Insuring your boat

Sinking boat

If you own a boat, you need to insure it.

In order to find the best boat insurance policy you need to determine the type of boat you own and what you plan on using it for. Cost will vary according to the age and type of boat.

Insurance for your boat is similar to that for your car. There is not only cover for the boat, but also for passengers, damage to other boats and damage to property.

Policy types

  • Third Party Liability covers boat owners for any damage they are not liable for, such as other vessels or property. It will also cover injuries to others including loss of life.
  • Comprehensive Cover usually covers all accidental damage, fire, theft and vandalism but is subject to policy conditions.
  • New-for-Old Cover means that any item damaged will be replaced with a new one. However, it's likely that there will be an age limit clause where the broker will instead pay out the market value of the item.
  • Racing Risks Cover is for those wishing to enter their boat in races. In competitions, boats travelling at higher speeds means a greater risk of damage.
  • Laid Up Period refers to the policies where it is established that a vessel is laid up ashore at certain times of the year.

Homeowner's policy

It's possible to have a boat insured under your home insurance policy, but this will rarely cover specific risks such as running aground or wreck removal.

Commercial cover

If you intend to use the boat for commercial purposes, for charter or even informal client entertainment, most insurance companies will class this as commercial use and the cover will probably be more expensive. Always check with your broker to make sure that you are covered.

Going abroad

It is important to check the territorial limits of any boat cover before undertaking a trip abroad. Many European countries will ask for evidence of insurance cover and may require a translation which your insurer should be able to provide.

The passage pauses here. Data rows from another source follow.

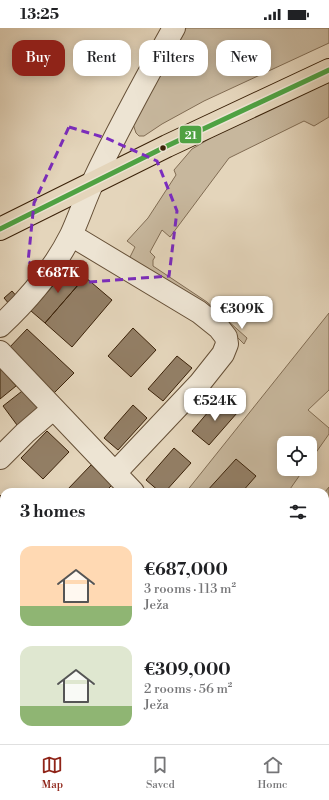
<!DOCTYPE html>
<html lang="en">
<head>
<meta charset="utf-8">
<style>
  body { margin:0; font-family:"Libre Bodoni",serif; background:#f6f6f6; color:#202124; height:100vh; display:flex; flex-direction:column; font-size:15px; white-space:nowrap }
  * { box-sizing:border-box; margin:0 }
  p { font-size:13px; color:#757577 }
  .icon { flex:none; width:22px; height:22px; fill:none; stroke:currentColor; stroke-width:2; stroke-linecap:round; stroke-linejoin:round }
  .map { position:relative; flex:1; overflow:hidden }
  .drawer { position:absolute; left:0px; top:460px; width:329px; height:256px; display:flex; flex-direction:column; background:#fff; border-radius:12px 12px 0 0; box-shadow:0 2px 10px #0003 }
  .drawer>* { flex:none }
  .banner { position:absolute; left:12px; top:12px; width:305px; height:36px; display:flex; gap:8px }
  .tools { position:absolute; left:277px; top:408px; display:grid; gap:8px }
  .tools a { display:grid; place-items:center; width:40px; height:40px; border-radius:8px; background:#fff; box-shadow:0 2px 10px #0003; font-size:20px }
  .price { position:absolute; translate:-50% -34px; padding:0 9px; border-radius:8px; background:#fff; color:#222; font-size:13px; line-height:26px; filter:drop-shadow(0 1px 2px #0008) }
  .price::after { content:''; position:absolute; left:50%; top:24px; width:12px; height:9px; margin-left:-6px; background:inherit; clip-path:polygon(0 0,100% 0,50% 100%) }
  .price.selected { background:#8f2418; color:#fff }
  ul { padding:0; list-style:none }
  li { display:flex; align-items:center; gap:12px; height:100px; padding:0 20px }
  li span { display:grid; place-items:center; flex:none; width:112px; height:80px; border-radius:12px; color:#555 }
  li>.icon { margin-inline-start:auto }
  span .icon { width:48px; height:48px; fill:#fffc; stroke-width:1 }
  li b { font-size:17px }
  h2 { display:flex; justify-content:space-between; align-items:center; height:48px; padding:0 20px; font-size:17px }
  .pill { padding:0 14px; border-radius:12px; background:#fff; box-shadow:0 2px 10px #0003; font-size:14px; line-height:36px }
  .pill.selected { background:#8f2418; color:#fff }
  .status { display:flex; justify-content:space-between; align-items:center; height:28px; padding:0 20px; background:#fff; direction:ltr }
  .status svg { height:11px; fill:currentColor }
  .tabs { display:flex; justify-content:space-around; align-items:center; height:56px; border-top:1px solid #e0e0e0; background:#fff; font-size:11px; color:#757577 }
  .tabs a { display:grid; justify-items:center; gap:2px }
  .tabs .selected { color:#8f2418 }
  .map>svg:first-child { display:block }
  .green { fill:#c7b79d; stroke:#816c53 }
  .building { fill:#937f66; stroke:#3b2209 }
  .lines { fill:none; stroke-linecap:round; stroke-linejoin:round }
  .minor-casing { stroke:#654f36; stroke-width:24 }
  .major-casing { stroke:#3b2209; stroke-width:24 }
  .minor { stroke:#ede4d3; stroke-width:22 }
  .major { stroke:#e4d5bb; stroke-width:22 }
  .bus-1-casing { stroke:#ede4d3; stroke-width:8 }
  .bus-1 { stroke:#4fa243; stroke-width:5 }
  .marked { fill:none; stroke:#7b2cbf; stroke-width:3; stroke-dasharray:8 5; stroke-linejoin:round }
  .bus-dot { fill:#3b2209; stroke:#ede4d3; stroke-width:1.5 }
  .line-badge { stroke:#ede4d3; stroke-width:1.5 }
  .badge-label { font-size:11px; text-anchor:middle; font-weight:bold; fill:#fff }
</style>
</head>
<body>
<div class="status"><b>13:25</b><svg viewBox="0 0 49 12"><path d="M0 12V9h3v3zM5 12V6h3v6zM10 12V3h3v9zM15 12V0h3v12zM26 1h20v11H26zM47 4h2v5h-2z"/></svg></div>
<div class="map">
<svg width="329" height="716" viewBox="0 0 329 716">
  <rect width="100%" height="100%" fill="#e4d5bb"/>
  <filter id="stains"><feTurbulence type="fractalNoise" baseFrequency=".005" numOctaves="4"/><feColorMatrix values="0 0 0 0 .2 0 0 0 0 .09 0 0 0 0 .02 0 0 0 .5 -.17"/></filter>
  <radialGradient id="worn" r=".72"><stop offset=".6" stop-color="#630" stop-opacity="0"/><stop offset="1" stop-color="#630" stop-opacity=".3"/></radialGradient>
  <!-- green -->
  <path class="green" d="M186 0H329V15L204 73 162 96 144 108H139L136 105 133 96Z
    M329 53V89L314 98 304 93 229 130 170 209 162 202 150 224 155 229 153 232V238L207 274 247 310 244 316 211 283 128 233 135 219 127 213 148 190 176 147 174 142 192 121 226 101Z
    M329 285V362L308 382 329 400V406L310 433V415H284V441H304L288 464H186Z
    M329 459V619L325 624V464Z
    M325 635 329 638V716H20L24 712H325Z"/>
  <!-- building -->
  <path class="building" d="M71 237 85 249 45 295 31 283Z
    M85 249 112 272 72 319 45 295Z
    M12 263 18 270 10 277 4 270Z
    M133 300 156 322 131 349 108 328Z
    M27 301 74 345 54 365 8 321Z
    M177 328 192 340 163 373 148 361Z
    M0 339 16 358 0 371Z
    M26 360 41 380 17 397 3 378Z
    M220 370 237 385 209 417 192 403Z
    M133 377 147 390 118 422 104 410Z
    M47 403 69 424 43 451 21 430Z
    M174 420 191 435 165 464H160L146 452Z
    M236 431 256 448 242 464H206Z
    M91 437 112 457 105 464H68L67 462Z
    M0 467 4 471V496L0 501Z
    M0 550 4 554V570L0 575Z"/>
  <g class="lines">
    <defs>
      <path id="minor" d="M71 207 199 284 219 300 226 309 227 316 223 326 200 355 115 445
        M0 298C29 271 53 243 71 207 79 190 85 171 93 154 118 101 146 50 174 0
        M0 324 133 464
        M0 430 25 405 53 381
        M0 599 4 594"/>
      <path id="major" d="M0 201 167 118 329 42"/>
    </defs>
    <!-- minor casing -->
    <use href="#minor" class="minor-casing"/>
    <!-- major casing -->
    <use href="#major" class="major-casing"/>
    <!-- minor -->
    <use href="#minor" class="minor"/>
    <!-- major -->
    <use href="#major" class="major"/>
    <defs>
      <path id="bus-1" d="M0 201 167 118 329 42"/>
    </defs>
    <!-- bus-1 casing -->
    <use href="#bus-1" class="bus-1-casing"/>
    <!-- bus-1 -->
    <use href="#bus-1" class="bus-1"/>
  </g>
  <!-- marked area -->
  <path class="marked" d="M69 99 106 110 157 133 177 183 169 248 76 255 28 234 34 175Z"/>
  <!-- markers -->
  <circle class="bus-dot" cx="163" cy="120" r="3.5"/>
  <rect class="line-badge" x="179" y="97" width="23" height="19" rx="4" fill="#4fa243"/>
  <g class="badge-label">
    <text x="191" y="111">21</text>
  </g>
  <rect width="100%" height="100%" filter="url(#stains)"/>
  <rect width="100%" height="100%" fill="url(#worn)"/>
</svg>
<div class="tools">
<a><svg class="icon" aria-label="locate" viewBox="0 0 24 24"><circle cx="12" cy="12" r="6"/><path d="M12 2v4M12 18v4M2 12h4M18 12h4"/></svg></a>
</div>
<b class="price selected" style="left:58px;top:266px">€687K</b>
<b class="price" style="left:242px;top:302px">€309K</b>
<b class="price" style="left:215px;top:394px">€524K</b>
<div class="banner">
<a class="pill selected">Buy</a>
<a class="pill">Rent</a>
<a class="pill">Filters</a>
<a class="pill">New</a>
</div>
<section class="drawer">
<h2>3 homes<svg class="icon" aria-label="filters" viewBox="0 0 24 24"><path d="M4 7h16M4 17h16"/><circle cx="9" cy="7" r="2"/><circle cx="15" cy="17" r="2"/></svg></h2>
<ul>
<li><span style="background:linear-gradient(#ffd9b3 75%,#8fb573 0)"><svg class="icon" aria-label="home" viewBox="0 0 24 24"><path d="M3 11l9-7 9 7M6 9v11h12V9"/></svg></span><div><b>€687,000</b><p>3 rooms · 113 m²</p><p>Ježa</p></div></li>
<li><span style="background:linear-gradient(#dfe7d0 75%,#8fb573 0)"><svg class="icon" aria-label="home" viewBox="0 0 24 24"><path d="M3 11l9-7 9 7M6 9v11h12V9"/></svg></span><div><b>€309,000</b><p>2 rooms · 56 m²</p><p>Ježa</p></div></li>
</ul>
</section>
</div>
<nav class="tabs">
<a class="selected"><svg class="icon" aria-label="map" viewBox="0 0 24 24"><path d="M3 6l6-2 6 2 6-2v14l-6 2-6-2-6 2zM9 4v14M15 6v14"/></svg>Map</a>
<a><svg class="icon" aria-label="saved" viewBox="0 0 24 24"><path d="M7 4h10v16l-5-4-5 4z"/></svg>Saved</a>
<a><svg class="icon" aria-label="home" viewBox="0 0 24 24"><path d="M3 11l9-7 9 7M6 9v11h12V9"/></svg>Home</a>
</nav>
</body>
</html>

Which insurance company to choose

You should always choose a familiar and reputable insurance company which specifically caters for boat insurance. Many regular high street insurers are able to offer boat insurance, but may not have the expertise to offer the best advice. If you're in the UK, it is always best to choose a firm based in the UK so that access to UK Law and competition is available if a problem should occur.

Making a Claim

Submit your claim as soon as possible after an accident. Any incidences of theft or criminal damage should be reported to the police. Remember that you'll need the Crime Reference Number for the claim form.

You will be required to provide at least one estimate for the repairs or a written quote for the replacement items if a repair is not possible. Your insurance company may ask to inspect any equipment damaged, before authorising its replacement or send a Loss Adjuster or Surveyor to assess the damage.


Most insurance companies will require a survey for any boat aged 20 years old or more, and again after every five years. Some boats may require a survey earlier than this if they have sustained serious damage, if they are wooden or if they have been self-built.

Legal protection

For an additional premium, some insurance policies can be extended to include legal representation if your boat is involved in accident resulting in you suffering financial loss or injury.

None of us can predict when or where an accident may occur. However careful or experienced you may be it's vital to insure your boat. Speak to fellow sailors and do plenty of research on the web. The peace of mind which comes with the right boat insurance is invaluable.